--- THE DATA Enclosed Below ---

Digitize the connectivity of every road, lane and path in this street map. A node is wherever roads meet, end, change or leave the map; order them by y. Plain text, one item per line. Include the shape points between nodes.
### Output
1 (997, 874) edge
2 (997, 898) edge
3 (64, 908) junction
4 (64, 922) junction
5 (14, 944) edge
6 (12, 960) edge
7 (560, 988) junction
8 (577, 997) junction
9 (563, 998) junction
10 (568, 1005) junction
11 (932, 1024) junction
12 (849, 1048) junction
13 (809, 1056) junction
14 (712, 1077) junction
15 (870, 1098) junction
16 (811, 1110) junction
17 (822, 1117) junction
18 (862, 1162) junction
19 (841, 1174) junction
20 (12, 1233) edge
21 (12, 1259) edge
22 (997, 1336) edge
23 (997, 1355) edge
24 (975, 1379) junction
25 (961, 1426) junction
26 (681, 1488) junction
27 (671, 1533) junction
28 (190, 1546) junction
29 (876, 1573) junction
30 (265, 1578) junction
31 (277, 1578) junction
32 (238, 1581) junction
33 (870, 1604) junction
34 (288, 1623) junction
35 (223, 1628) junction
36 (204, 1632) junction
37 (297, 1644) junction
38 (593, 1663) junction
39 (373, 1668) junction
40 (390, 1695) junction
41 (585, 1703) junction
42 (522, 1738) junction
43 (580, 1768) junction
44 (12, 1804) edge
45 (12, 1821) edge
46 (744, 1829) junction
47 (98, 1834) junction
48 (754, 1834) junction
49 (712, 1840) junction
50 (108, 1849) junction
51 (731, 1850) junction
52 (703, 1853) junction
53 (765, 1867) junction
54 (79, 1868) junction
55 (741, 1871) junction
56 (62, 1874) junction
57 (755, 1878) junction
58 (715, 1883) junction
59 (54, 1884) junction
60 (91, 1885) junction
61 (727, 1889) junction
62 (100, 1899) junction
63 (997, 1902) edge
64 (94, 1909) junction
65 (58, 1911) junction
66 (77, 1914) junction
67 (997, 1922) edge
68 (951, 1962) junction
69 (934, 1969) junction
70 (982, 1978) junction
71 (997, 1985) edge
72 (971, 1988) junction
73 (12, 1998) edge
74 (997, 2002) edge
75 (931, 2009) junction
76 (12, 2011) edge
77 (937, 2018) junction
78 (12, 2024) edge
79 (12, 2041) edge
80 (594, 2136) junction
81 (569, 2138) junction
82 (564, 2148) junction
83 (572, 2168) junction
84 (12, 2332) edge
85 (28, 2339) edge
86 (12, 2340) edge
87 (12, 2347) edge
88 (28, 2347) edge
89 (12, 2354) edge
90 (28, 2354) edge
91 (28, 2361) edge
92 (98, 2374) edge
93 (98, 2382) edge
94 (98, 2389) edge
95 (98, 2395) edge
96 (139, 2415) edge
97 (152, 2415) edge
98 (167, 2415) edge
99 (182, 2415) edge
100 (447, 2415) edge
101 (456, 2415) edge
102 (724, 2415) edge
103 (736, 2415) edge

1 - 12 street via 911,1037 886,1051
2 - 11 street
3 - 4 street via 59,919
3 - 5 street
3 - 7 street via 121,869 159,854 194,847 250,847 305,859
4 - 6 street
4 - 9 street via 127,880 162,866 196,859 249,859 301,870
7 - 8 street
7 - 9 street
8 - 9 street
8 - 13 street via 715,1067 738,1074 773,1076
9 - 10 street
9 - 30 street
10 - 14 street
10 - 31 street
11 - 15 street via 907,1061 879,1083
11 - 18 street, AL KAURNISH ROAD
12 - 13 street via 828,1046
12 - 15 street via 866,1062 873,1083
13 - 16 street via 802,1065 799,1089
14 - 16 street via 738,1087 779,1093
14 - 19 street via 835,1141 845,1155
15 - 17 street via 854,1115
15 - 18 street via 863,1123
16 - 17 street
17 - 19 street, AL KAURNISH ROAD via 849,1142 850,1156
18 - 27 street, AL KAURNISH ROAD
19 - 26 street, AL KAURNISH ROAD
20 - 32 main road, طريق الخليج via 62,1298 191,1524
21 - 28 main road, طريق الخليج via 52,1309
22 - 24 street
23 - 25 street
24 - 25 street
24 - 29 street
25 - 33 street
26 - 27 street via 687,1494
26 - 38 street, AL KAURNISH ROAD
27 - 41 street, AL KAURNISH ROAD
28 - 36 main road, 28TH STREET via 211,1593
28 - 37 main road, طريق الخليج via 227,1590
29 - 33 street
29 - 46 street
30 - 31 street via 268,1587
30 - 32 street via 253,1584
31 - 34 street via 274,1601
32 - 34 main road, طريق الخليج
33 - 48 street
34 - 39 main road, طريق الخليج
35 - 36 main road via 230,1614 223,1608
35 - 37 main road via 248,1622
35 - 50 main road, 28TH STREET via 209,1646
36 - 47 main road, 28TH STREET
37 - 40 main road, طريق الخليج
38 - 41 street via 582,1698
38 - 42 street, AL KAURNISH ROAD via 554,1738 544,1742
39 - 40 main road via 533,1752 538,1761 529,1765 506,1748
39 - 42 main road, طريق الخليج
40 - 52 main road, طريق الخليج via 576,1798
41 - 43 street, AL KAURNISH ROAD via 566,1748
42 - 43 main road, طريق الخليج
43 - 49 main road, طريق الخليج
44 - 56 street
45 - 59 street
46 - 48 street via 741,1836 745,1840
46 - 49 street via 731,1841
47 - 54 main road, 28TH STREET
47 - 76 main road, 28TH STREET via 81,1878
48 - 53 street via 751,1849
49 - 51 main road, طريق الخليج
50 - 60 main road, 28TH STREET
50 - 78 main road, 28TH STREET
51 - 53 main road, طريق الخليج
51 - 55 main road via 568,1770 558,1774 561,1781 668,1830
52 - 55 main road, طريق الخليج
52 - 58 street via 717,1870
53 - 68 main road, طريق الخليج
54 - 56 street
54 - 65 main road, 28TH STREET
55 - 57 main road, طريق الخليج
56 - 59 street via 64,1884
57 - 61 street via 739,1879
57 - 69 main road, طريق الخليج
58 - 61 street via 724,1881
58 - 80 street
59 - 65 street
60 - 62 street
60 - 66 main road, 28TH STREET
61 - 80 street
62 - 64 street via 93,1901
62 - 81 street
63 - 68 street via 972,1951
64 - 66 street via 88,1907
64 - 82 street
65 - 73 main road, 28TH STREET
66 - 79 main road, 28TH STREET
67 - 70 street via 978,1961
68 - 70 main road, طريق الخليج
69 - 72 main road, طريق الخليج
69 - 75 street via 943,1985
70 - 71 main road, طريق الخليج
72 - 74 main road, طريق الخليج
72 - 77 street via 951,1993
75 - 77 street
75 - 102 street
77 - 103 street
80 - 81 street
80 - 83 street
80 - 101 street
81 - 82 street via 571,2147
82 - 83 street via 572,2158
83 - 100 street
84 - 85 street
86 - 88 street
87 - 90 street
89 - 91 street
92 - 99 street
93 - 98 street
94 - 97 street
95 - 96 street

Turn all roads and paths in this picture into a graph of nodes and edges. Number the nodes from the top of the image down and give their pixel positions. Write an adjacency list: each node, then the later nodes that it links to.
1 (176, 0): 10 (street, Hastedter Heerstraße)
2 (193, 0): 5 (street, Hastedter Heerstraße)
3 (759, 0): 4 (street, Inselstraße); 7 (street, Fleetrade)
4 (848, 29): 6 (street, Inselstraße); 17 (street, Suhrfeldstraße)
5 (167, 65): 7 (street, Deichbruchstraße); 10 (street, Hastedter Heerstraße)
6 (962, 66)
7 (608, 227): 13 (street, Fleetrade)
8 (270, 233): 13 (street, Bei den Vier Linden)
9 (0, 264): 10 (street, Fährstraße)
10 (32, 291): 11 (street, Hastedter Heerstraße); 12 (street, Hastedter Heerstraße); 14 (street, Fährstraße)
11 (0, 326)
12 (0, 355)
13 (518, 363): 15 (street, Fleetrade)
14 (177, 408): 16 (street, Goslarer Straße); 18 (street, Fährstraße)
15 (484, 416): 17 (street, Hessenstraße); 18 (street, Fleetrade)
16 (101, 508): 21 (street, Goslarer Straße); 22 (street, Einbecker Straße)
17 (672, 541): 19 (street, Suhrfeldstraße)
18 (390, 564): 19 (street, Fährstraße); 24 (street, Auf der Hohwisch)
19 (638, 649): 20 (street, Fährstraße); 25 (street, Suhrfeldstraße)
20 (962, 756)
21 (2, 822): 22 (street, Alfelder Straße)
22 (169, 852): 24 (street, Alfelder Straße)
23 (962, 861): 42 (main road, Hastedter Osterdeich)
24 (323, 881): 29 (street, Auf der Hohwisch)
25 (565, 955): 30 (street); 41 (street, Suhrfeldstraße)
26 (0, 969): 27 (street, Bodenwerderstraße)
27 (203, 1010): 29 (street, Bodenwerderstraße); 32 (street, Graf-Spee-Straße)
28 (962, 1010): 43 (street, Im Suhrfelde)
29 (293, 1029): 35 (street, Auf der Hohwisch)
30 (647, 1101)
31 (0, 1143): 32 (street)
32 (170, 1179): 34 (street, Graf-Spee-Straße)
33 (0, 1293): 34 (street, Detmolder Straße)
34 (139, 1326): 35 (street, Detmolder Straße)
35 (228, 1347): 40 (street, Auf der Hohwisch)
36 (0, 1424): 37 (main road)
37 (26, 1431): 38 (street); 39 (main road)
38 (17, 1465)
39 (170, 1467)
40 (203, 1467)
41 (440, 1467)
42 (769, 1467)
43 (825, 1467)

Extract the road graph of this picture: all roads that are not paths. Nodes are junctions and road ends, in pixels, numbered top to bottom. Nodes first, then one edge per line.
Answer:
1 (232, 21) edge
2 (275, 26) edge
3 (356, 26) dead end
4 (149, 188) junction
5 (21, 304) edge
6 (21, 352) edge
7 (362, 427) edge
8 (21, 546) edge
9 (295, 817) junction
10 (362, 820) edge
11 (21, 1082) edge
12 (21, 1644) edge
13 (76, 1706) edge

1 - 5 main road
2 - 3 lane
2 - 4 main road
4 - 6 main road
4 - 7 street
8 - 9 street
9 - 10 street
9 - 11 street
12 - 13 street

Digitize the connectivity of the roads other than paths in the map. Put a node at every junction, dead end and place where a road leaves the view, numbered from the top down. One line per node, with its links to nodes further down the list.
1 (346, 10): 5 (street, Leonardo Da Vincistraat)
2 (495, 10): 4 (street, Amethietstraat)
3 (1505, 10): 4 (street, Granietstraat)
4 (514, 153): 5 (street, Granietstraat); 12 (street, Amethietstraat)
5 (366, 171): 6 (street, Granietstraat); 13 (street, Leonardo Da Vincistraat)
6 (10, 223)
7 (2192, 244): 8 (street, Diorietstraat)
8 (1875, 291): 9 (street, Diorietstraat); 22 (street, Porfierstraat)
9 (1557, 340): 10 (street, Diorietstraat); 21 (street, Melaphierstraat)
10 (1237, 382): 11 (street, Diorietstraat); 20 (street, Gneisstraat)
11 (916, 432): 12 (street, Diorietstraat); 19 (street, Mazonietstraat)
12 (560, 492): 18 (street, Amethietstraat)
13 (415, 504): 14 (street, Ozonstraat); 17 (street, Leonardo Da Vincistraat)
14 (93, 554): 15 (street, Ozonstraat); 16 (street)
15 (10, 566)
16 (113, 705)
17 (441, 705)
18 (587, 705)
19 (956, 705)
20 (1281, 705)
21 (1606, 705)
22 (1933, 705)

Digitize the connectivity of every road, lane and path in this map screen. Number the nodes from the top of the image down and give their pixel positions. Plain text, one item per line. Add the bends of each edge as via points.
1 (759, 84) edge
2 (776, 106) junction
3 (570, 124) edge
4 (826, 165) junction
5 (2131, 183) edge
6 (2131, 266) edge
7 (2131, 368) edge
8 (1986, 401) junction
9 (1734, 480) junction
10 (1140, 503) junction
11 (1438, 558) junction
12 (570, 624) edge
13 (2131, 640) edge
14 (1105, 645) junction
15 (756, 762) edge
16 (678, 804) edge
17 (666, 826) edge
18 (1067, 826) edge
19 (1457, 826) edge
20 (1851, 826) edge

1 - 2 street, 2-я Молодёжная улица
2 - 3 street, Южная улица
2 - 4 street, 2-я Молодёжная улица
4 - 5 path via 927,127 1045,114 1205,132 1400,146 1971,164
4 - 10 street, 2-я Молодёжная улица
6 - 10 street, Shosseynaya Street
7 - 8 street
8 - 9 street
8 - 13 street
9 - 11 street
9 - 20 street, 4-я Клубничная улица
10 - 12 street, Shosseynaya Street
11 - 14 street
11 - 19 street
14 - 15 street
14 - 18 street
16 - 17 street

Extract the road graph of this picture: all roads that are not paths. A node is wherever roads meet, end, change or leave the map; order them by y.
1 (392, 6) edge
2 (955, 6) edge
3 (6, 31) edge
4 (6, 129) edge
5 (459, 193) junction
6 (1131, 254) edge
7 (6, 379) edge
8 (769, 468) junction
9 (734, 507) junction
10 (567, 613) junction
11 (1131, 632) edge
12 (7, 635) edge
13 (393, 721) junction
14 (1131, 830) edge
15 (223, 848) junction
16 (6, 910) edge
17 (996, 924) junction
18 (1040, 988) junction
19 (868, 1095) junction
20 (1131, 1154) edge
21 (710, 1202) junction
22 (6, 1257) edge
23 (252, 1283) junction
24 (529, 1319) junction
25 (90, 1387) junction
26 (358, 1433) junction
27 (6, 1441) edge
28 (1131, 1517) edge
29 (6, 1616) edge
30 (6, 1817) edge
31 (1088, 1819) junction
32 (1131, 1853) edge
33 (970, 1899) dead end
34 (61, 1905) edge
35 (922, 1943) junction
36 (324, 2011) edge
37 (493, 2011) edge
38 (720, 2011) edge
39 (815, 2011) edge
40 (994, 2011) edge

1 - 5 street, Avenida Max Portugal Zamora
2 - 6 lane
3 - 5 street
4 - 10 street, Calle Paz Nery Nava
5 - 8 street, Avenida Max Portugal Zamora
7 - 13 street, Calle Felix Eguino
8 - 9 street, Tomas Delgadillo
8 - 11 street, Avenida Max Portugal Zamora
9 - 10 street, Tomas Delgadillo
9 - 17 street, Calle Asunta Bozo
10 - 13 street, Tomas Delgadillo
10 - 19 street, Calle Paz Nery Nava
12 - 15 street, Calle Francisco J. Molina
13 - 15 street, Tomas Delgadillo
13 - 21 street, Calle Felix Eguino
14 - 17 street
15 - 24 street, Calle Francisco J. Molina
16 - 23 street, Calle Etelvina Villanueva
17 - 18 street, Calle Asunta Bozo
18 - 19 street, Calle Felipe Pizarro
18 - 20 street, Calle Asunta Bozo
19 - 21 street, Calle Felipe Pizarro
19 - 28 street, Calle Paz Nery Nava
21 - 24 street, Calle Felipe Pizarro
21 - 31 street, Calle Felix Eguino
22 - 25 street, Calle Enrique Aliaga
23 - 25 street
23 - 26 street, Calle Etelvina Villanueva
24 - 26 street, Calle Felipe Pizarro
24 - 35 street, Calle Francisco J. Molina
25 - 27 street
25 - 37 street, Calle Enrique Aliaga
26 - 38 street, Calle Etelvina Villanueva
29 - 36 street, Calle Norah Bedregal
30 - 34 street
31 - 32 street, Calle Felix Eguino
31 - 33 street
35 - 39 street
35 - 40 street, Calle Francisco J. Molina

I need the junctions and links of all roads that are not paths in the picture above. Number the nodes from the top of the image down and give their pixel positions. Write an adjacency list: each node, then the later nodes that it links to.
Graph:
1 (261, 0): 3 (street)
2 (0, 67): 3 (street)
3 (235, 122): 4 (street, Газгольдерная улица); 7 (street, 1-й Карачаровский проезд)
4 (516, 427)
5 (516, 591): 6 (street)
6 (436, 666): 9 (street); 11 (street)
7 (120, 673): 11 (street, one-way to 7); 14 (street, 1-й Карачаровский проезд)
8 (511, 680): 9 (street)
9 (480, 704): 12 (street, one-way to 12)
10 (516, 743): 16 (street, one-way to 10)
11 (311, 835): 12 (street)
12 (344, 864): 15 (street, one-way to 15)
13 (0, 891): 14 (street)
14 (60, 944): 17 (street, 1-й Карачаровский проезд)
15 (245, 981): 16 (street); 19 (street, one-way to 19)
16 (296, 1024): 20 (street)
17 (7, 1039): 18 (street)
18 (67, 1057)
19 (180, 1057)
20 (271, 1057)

--- End of Enclosed THE DATA ---

#### [PROMPT]
Whenever a line includes the word "Digitize", pull it out of the entries.

#### [ANSWER TO THE EXERCISE]
Digitize the connectivity of every road, lane and path in this street map. A node is wherever roads meet, end, change or leave the map; order them by y. Plain text, one item per line. Include the shape points between nodes.
Digitize the connectivity of the roads other than paths in the map. Put a node at every junction, dead end and place where a road leaves the view, numbered from the top down. One line per node, with its links to nodes further down the list.
Digitize the connectivity of every road, lane and path in this map screen. Number the nodes from the top of the image down and give their pixel positions. Plain text, one item per line. Add the bends of each edge as via points.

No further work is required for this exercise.